EXERCISE PROMPT
Exactly as written, return every line of the data below apart from the pictures.

GIVEN ENTRIES
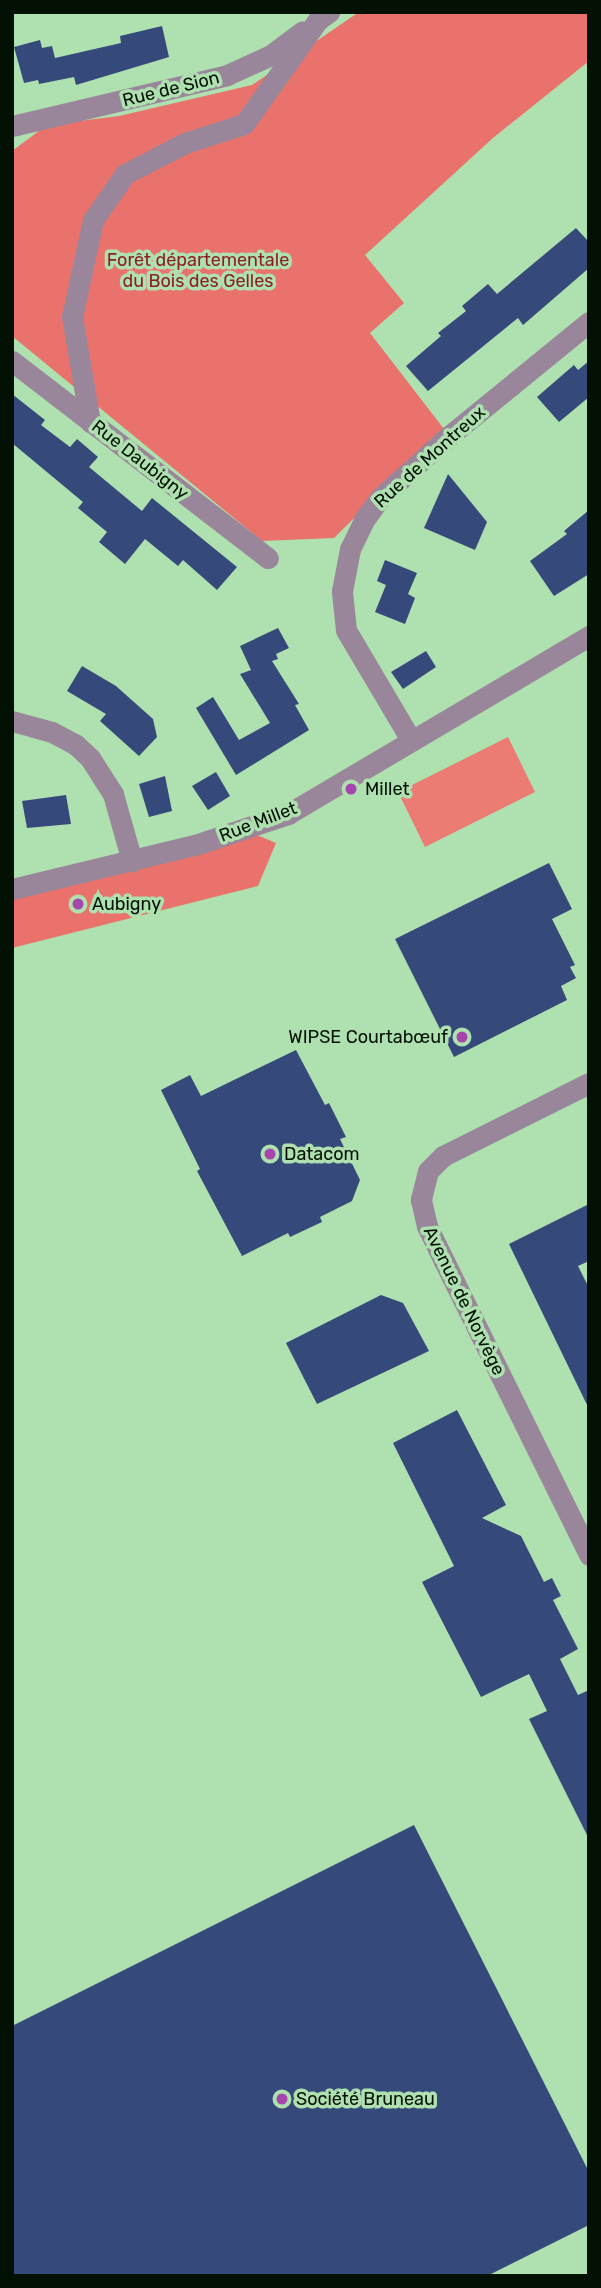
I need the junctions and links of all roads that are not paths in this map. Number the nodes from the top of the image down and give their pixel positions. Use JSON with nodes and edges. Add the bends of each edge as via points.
{"nodes":[{"id":1,"x":323,"y":16,"type":"edge"},
{"id":2,"x":12,"y":126,"type":"edge"},
{"id":3,"x":589,"y":322,"type":"edge"},
{"id":4,"x":12,"y":361,"type":"edge"},
{"id":5,"x":90,"y":422,"type":"junction"},
{"id":6,"x":268,"y":558,"type":"dead end"},
{"id":7,"x":589,"y":636,"type":"edge"},
{"id":8,"x":12,"y":721,"type":"edge"},
{"id":9,"x":411,"y":740,"type":"junction"},
{"id":10,"x":132,"y":861,"type":"junction"},
{"id":11,"x":12,"y":889,"type":"edge"},
{"id":12,"x":589,"y":1083,"type":"edge"},
{"id":13,"x":589,"y":1555,"type":"edge"}],
"edges":[{"from":1,"to":2,"type":"street","name":"Rue de Sion","via":[[271,55],[227,75]]},
{"from":1,"to":5,"type":"street","via":[[244,124],[185,143],[125,174],[93,220],[72,317]]},
{"from":3,"to":9,"type":"street","name":"Rue de Montreux","via":[[380,498],[350,549],[342,591],[346,630]]},
{"from":4,"to":5,"type":"street","name":"Rue Daubigny"},
{"from":5,"to":6,"type":"street","name":"Rue Daubigny"},
{"from":7,"to":9,"type":"street","name":"Rue Millet"},
{"from":8,"to":10,"type":"street","via":[[52,732],[90,758],[113,794]]},
{"from":9,"to":10,"type":"street","name":"Rue Millet","via":[[288,814]]},
{"from":10,"to":11,"type":"street","name":"Rue Millet"},
{"from":12,"to":13,"type":"street","name":"Avenue de Norvège","via":[[443,1156],[428,1171],[421,1200],[438,1250]]}]}
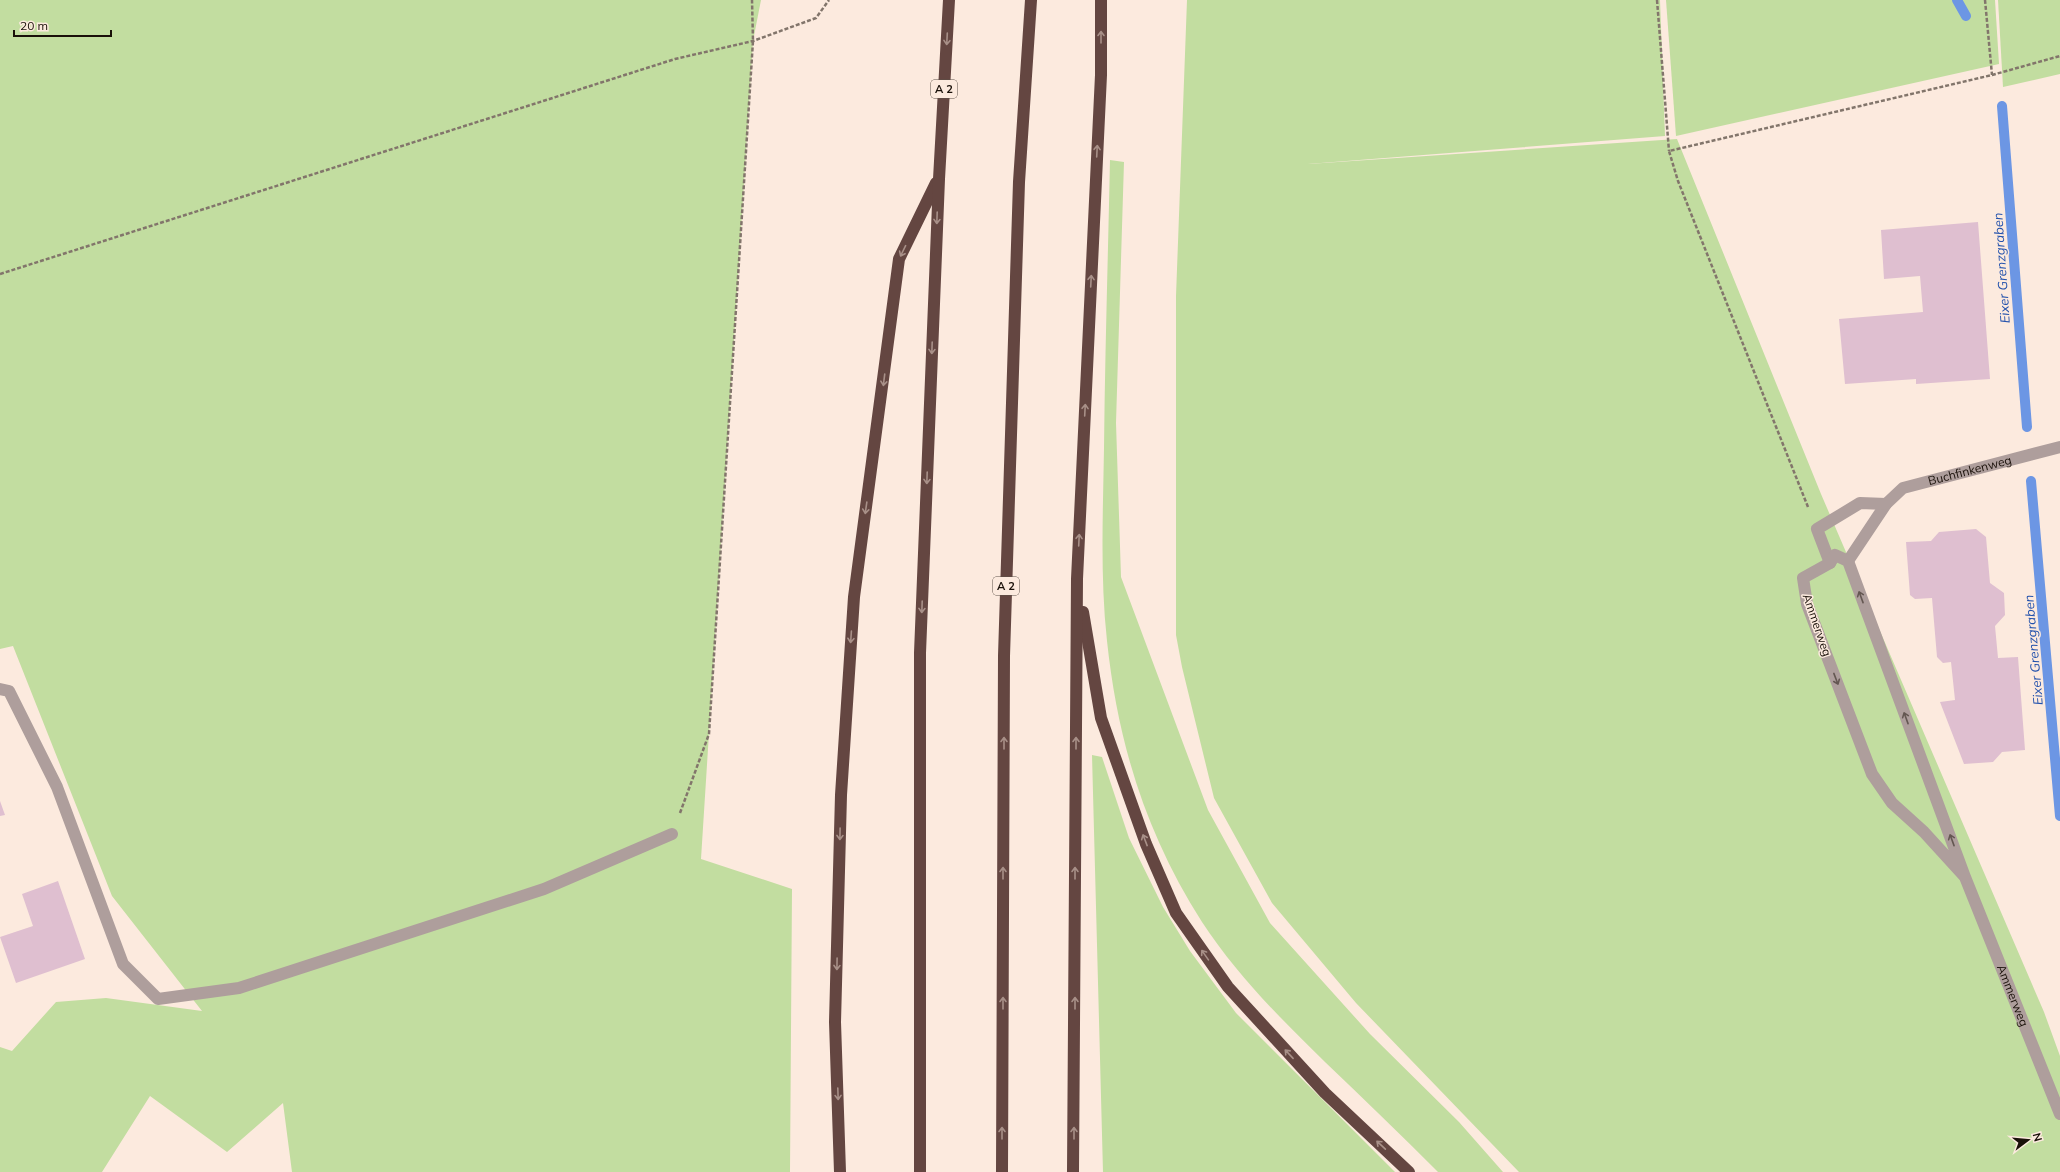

FINAL ANSWER
I need the junctions and links of all roads that are not paths in this map. Number the nodes from the top of the image down and give their pixel positions. Use JSON with nodes and edges. Add the bends of each edge as via points.
{"nodes":[{"id":1,"x":323,"y":16,"type":"edge"},
{"id":2,"x":12,"y":126,"type":"edge"},
{"id":3,"x":589,"y":322,"type":"edge"},
{"id":4,"x":12,"y":361,"type":"edge"},
{"id":5,"x":90,"y":422,"type":"junction"},
{"id":6,"x":268,"y":558,"type":"dead end"},
{"id":7,"x":589,"y":636,"type":"edge"},
{"id":8,"x":12,"y":721,"type":"edge"},
{"id":9,"x":411,"y":740,"type":"junction"},
{"id":10,"x":132,"y":861,"type":"junction"},
{"id":11,"x":12,"y":889,"type":"edge"},
{"id":12,"x":589,"y":1083,"type":"edge"},
{"id":13,"x":589,"y":1555,"type":"edge"}],
"edges":[{"from":1,"to":2,"type":"street","name":"Rue de Sion","via":[[271,55],[227,75]]},
{"from":1,"to":5,"type":"street","via":[[244,124],[185,143],[125,174],[93,220],[72,317]]},
{"from":3,"to":9,"type":"street","name":"Rue de Montreux","via":[[380,498],[350,549],[342,591],[346,630]]},
{"from":4,"to":5,"type":"street","name":"Rue Daubigny"},
{"from":5,"to":6,"type":"street","name":"Rue Daubigny"},
{"from":7,"to":9,"type":"street","name":"Rue Millet"},
{"from":8,"to":10,"type":"street","via":[[52,732],[90,758],[113,794]]},
{"from":9,"to":10,"type":"street","name":"Rue Millet","via":[[288,814]]},
{"from":10,"to":11,"type":"street","name":"Rue Millet"},
{"from":12,"to":13,"type":"street","name":"Avenue de Norvège","via":[[443,1156],[428,1171],[421,1200],[438,1250]]}]}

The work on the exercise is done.